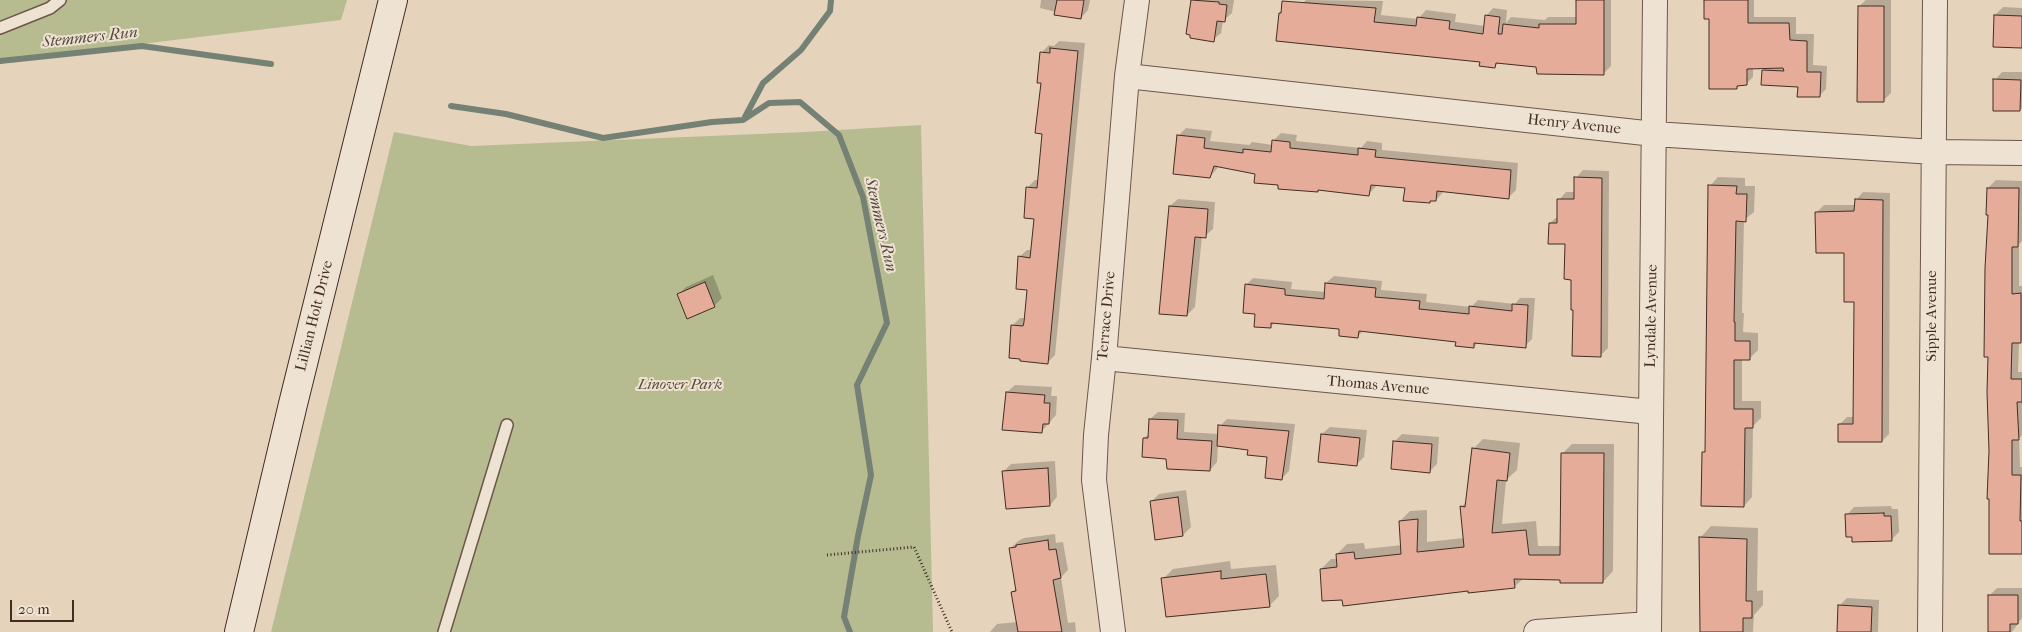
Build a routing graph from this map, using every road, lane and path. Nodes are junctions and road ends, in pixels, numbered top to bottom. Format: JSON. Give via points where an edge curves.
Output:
{"nodes":[{"id":1,"x":60,"y":0,"type":"edge"},
{"id":2,"x":393,"y":0,"type":"edge"},
{"id":3,"x":1137,"y":0,"type":"edge"},
{"id":4,"x":1655,"y":0,"type":"edge"},
{"id":5,"x":1935,"y":0,"type":"edge"},
{"id":6,"x":0,"y":28,"type":"edge"},
{"id":7,"x":1128,"y":76,"type":"junction"},
{"id":8,"x":1654,"y":134,"type":"junction"},
{"id":9,"x":1934,"y":152,"type":"junction"},
{"id":10,"x":2022,"y":153,"type":"edge"},
{"id":11,"x":1104,"y":358,"type":"junction"},
{"id":12,"x":1652,"y":412,"type":"junction"},
{"id":13,"x":507,"y":425,"type":"dead end"},
{"id":14,"x":828,"y":555,"type":"dead end"},
{"id":15,"x":1649,"y":628,"type":"edge"},
{"id":16,"x":239,"y":632,"type":"edge"},
{"id":17,"x":444,"y":632,"type":"edge"},
{"id":18,"x":952,"y":632,"type":"edge"},
{"id":19,"x":1113,"y":632,"type":"edge"},
{"id":20,"x":1536,"y":632,"type":"edge"},
{"id":21,"x":1930,"y":632,"type":"edge"}],
"edges":[{"from":1,"to":6,"type":"lane","via":[[50,8]]},
{"from":2,"to":16,"type":"main road","name":"Lillian Holt Drive"},
{"from":3,"to":7,"type":"street","name":"Terrace Drive"},
{"from":4,"to":8,"type":"street","name":"Lyndale Avenue"},
{"from":5,"to":9,"type":"street","name":"Sipple Avenue"},
{"from":7,"to":8,"type":"street","name":"Henry Avenue"},
{"from":7,"to":11,"type":"street","name":"Terrace Drive"},
{"from":8,"to":9,"type":"street","name":"Henry Avenue"},
{"from":8,"to":12,"type":"street","name":"Lyndale Avenue"},
{"from":9,"to":10,"type":"street","name":"Henry Avenue"},
{"from":9,"to":21,"type":"street","name":"Sipple Avenue"},
{"from":11,"to":12,"type":"street","name":"Thomas Avenue"},
{"from":11,"to":19,"type":"street","name":"Terrace Drive","via":[[1094,480]]},
{"from":12,"to":15,"type":"street","name":"Lyndale Avenue"},
{"from":13,"to":17,"type":"lane"},
{"from":14,"to":18,"type":"path","via":[[914,547]]},
{"from":15,"to":20,"type":"street"}]}
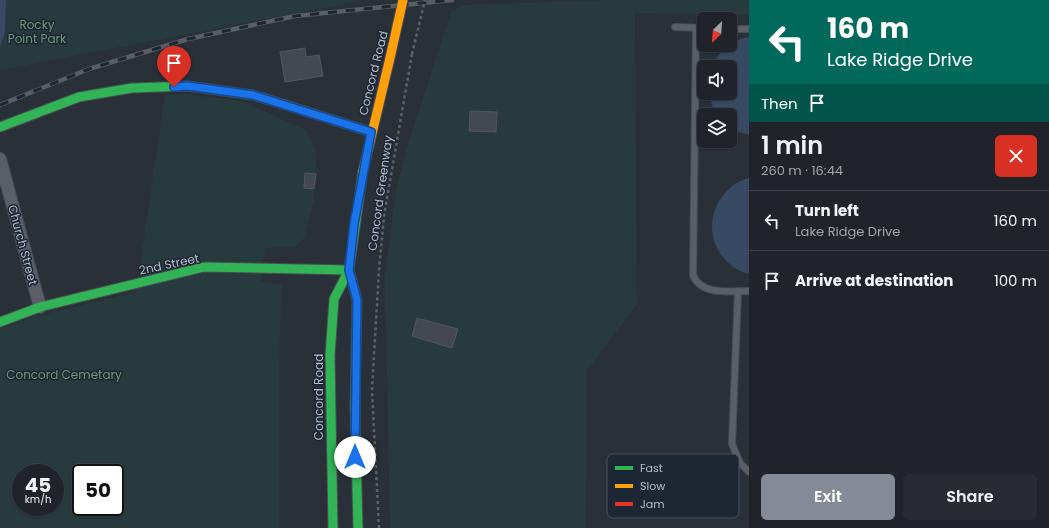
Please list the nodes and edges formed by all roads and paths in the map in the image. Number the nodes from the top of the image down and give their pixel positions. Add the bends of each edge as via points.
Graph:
1 (404, 0) edge
2 (425, 0) edge
3 (675, 27) dead end
4 (696, 28) joint
5 (737, 29) edge
6 (749, 29) edge
7 (0, 127) edge
8 (371, 132) junction
9 (0, 159) edge
10 (349, 270) junction
11 (738, 291) junction
12 (749, 291) edge
13 (40, 306) junction
14 (0, 322) edge
15 (736, 454) edge
16 (739, 461) edge
17 (749, 472) edge
18 (333, 528) edge
19 (358, 528) edge
20 (379, 528) edge

1 - 8 main road, Concord Road, bridge
2 - 20 path, Concord Greenway, bridge via 412,54 384,216 379,270 372,390
3 - 4 lane
4 - 11 lane via 693,275 695,281 708,289
5 - 6 lane
7 - 8 main road via 79,97 132,88 188,86 253,95
8 - 10 main road, Concord Road via 355,218
9 - 13 street, Church Street
10 - 13 main road, 2nd Street via 204,267
10 - 18 main road, Concord Road via 334,299 330,355
10 - 19 main road, Concord Road via 357,300 355,415
11 - 12 lane
11 - 15 lane via 732,444
13 - 14 main road, 2nd Street
16 - 17 lane

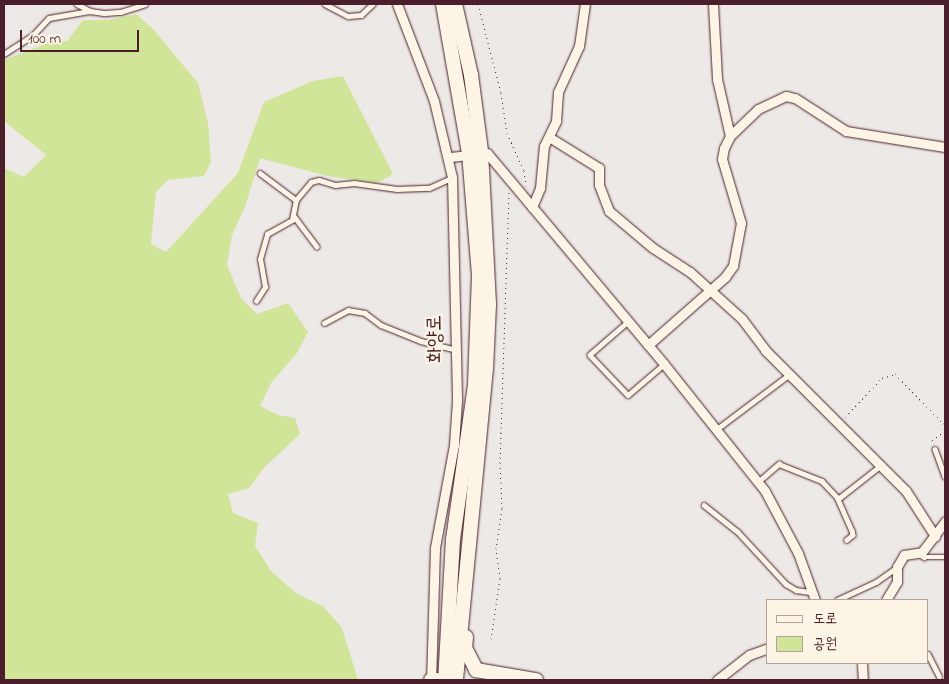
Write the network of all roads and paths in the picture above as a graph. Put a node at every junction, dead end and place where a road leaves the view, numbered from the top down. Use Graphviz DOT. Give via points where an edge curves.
graph roads {
  1 [pos="77,4"];
  2 [pos="144,4"];
  3 [pos="325,4"];
  4 [pos="373,4"];
  5 [pos="397,4"];
  6 [pos="443,4"];
  7 [pos="455,4"];
  8 [pos="478,4"];
  9 [pos="585,4"];
  10 [pos="713,4"];
  11 [pos="90,11"];
  12 [pos="4,54"];
  13 [pos="730,136"];
  14 [pos="549,137"];
  15 [pos="945,147"];
  16 [pos="475,152"];
  17 [pos="450,157"];
  18 [pos="260,173"];
  19 [pos="452,177"];
  20 [pos="511,181"];
  21 [pos="522,194"];
  22 [pos="296,200"];
  23 [pos="532,207"];
  24 [pos="294,216"];
  25 [pos="317,246"];
  26 [pos="709,291"];
  27 [pos="256,301"];
  28 [pos="628,322"];
  29 [pos="324,323"];
  30 [pos="648,344"];
  31 [pos="456,350"];
  32 [pos="664,364"];
  33 [pos="791,373"];
  34 [pos="839,423"];
  35 [pos="717,429"];
  36 [pos="935,449"];
  37 [pos="880,466"];
  38 [pos="945,476"];
  39 [pos="758,482"];
  40 [pos="838,499"];
  41 [pos="704,506"];
  42 [pos="945,521"];
  43 [pos="935,536"];
  44 [pos="847,540"];
  45 [pos="916,552"];
  46 [pos="945,557"];
  47 [pos="466,562"];
  48 [pos="897,567"];
  49 [pos="813,596"];
  50 [pos="839,599"];
  51 [pos="887,599"];
  52 [pos="491,639"];
  53 [pos="766,649"];
  54 [pos="929,656"];
  55 [pos="862,664"];
  56 [pos="939,676"];
  57 [pos="431,680"];
  58 [pos="437,680"];
  59 [pos="445,680"];
  60 [pos="456,680"];
  61 [pos="536,680"];
  62 [pos="717,680"];
  63 [pos="863,680"];
  1 -- 11 [label="lane"];
  2 -- 11 [label="lane" via="121,12"];
  3 -- 4 [label="lane" via="348,16 361,15"];
  5 -- 17 [label="street, 화양로" via="434,101"];
  6 -- 16 [label="main road, 화양로"];
  7 -- 16 [label="main road, 화양로" via="471,75"];
  8 -- 21 [label="path" via="492,66 502,93 506,133 524,171 526,185"];
  9 -- 14 [label="street" via="579,46 558,92 556,121"];
  10 -- 13 [label="street" via="717,79"];
  11 -- 12 [label="lane" via="49,18 33,35"];
  13 -- 15 [label="street" via="758,109 786,96 795,98 846,131"];
  13 -- 26 [label="street" via="722,159 741,223 740,240 733,266 726,277"];
  14 -- 23 [label="street" via="544,146 540,188"];
  14 -- 26 [label="street" via="599,168 599,185 609,211 653,248 690,272"];
  16 -- 17 [label="street"];
  16 -- 20 [label="street" via="487,153"];
  16 -- 47 [label="main road, 화양로" via="489,305 486,368"];
  16 -- 59 [label="main road, 화양로" via="478,314 472,412 453,539"];
  17 -- 19 [label="street, 화양로"];
  18 -- 22 [label="lane"];
  19 -- 22 [label="lane" via="429,188 397,189 319,180 301,190"];
  19 -- 31 [label="street, 화양로"];
  20 -- 21 [label="street"];
  20 -- 52 [label="path" via="507,198 502,508 496,549 500,578"];
  21 -- 23 [label="street"];
  22 -- 24 [label="lane"];
  23 -- 28 [label="street"];
  24 -- 25 [label="lane"];
  24 -- 27 [label="lane" via="267,234 260,259 265,287"];
  26 -- 30 [label="street"];
  26 -- 33 [label="street" via="742,319 765,350"];
  28 -- 30 [label="street"];
  28 -- 32 [label="lane" via="590,355 628,395"];
  29 -- 31 [label="lane" via="348,310 364,313 421,341"];
  30 -- 32 [label="street"];
  31 -- 57 [label="street, 화양로" via="454,445 435,548"];
  32 -- 35 [label="street"];
  33 -- 34 [label="street"];
  33 -- 35 [label="lane"];
  34 -- 36 [label="path" via="882,378 895,374 943,423 944,431 932,440"];
  34 -- 37 [label="street"];
  35 -- 39 [label="street"];
  36 -- 38 [label="lane"];
  37 -- 40 [label="lane"];
  37 -- 43 [label="street" via="906,491"];
  39 -- 40 [label="lane" via="778,464 822,481"];
  39 -- 49 [label="street" via="798,553"];
  40 -- 44 [label="lane" via="853,535"];
  41 -- 49 [label="lane" via="738,532 786,584"];
  42 -- 43 [label="street"];
  43 -- 45 [label="street" via="922,552"];
  45 -- 46 [label="lane" via="924,558"];
  45 -- 48 [label="street" via="904,555"];
  47 -- 60 [label="main road, 화양로"];
  47 -- 61 [label="main road" via="470,574 465,648 470,663 483,673"];
  48 -- 50 [label="lane" via="876,582"];
  48 -- 51 [label="street" via="897,582"];
  53 -- 62 [label="street" via="749,654"];
  54 -- 56 [label="lane"];
  55 -- 63 [label="street"];
  57 -- 58 [label="main road"];
}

****

▶ **What you will do**:
Find the lines in the entries above where "Henry" occurs, and copy each of them.

▶ **Your response**:
{"from":7,"to":8,"type":"street","name":"Henry Avenue"},
{"from":8,"to":9,"type":"street","name":"Henry Avenue"},
{"from":9,"to":10,"type":"street","name":"Henry Avenue"},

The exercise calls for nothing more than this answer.